— EXERCISE REQUIREMENTS —
All lines below containing "Tondernstraße" are to be listed.

— SOURCE RECORDS —
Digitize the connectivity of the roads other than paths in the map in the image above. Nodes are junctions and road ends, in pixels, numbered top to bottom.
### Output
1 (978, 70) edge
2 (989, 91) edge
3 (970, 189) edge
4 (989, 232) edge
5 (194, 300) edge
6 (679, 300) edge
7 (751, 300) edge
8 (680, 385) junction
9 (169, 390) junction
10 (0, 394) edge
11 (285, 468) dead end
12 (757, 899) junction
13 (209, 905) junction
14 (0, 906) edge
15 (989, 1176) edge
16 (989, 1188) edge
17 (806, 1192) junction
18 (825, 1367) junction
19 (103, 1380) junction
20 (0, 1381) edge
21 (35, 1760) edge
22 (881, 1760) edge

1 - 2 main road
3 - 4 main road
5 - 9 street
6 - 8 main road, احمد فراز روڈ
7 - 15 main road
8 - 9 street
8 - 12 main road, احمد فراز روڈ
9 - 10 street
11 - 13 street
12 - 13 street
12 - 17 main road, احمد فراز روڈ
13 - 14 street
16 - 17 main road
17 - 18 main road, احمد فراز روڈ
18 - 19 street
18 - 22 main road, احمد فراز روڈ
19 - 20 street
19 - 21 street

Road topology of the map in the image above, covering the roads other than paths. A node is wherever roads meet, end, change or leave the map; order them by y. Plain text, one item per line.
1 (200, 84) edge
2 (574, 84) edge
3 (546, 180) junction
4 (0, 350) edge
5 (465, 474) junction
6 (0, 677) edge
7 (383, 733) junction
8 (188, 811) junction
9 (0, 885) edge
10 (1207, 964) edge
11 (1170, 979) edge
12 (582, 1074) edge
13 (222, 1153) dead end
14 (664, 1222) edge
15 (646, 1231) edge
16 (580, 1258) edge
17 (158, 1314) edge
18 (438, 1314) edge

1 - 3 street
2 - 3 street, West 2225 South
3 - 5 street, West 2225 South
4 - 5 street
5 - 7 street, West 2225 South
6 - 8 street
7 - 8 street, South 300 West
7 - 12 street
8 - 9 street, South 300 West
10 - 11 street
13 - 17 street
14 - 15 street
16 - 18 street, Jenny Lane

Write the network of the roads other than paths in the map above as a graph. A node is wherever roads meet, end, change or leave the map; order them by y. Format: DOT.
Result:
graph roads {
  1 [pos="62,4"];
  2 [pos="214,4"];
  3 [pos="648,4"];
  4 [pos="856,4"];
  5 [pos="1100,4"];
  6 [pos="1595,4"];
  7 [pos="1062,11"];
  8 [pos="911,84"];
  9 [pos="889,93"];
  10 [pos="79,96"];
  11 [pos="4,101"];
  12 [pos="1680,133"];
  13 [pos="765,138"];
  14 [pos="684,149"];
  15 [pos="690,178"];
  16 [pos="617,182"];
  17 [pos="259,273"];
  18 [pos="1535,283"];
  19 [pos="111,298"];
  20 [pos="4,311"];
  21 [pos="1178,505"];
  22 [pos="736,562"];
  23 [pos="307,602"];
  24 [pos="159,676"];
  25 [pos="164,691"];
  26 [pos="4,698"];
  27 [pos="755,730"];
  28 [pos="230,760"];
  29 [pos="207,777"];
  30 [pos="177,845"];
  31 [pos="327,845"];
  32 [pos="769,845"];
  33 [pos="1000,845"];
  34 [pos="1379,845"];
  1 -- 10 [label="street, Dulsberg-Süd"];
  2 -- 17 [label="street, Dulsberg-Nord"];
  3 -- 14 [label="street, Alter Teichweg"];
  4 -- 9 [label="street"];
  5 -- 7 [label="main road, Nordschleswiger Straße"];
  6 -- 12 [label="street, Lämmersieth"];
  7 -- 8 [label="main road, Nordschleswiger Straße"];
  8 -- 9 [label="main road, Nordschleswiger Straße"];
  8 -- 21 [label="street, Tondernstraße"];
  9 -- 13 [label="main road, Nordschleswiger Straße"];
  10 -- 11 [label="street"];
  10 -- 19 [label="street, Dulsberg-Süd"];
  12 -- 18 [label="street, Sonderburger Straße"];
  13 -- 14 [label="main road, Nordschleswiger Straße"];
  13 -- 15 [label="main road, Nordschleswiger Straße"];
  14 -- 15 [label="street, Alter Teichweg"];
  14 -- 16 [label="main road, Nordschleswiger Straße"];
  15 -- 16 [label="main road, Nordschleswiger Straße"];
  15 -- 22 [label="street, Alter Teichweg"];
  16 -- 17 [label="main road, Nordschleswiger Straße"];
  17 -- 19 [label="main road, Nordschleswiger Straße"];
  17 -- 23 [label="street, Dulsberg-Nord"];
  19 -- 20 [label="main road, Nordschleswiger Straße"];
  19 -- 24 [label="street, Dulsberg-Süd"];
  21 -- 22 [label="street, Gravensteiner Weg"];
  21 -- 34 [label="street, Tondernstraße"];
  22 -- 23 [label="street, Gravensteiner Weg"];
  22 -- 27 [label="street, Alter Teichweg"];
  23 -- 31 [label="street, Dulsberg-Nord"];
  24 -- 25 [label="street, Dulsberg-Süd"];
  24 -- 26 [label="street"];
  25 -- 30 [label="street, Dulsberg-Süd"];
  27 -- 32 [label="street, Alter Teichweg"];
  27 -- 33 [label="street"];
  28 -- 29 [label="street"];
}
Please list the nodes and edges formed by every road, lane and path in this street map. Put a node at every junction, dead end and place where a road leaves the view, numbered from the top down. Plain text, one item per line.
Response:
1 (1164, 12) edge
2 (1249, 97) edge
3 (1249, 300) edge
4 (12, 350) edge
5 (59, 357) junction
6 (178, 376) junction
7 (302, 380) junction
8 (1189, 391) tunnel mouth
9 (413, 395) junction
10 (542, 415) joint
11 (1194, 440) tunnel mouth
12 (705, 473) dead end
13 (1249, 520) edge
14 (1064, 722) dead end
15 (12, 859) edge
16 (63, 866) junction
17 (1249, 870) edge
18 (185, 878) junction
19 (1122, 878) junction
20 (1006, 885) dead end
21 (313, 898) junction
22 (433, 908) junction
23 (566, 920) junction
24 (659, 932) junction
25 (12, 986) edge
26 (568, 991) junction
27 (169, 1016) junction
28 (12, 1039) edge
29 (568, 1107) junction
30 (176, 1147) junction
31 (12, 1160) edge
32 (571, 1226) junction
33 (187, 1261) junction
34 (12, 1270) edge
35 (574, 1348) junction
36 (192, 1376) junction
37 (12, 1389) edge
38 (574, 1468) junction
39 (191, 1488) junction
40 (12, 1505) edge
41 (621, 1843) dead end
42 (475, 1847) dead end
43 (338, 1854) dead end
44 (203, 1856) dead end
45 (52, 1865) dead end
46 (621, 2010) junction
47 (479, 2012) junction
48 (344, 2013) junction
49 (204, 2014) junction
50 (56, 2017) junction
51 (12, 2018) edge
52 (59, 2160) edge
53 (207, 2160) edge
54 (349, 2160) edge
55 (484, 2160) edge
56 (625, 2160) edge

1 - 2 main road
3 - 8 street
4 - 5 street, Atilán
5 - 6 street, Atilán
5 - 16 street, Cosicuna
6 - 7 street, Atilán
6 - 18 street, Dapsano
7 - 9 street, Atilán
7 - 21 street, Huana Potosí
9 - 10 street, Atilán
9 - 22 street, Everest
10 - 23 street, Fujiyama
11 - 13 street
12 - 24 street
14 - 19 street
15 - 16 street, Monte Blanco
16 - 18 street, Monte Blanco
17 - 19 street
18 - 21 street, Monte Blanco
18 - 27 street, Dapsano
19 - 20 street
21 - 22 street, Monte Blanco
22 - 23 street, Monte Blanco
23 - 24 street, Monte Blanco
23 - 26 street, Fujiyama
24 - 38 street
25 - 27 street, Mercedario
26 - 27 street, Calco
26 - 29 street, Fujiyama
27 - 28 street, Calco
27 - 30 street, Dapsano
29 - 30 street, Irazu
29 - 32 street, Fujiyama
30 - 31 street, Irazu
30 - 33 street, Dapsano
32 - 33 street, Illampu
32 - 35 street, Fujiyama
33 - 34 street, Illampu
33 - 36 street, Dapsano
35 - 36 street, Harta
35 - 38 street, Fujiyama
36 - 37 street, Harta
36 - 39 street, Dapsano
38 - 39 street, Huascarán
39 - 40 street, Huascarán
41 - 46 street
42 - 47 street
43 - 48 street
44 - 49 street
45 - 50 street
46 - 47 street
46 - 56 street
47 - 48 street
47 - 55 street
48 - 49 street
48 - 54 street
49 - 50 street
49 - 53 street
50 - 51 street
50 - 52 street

— SOLUTION BELOW —
  8 -- 21 [label="street, Tondernstraße"];
  21 -- 34 [label="street, Tondernstraße"];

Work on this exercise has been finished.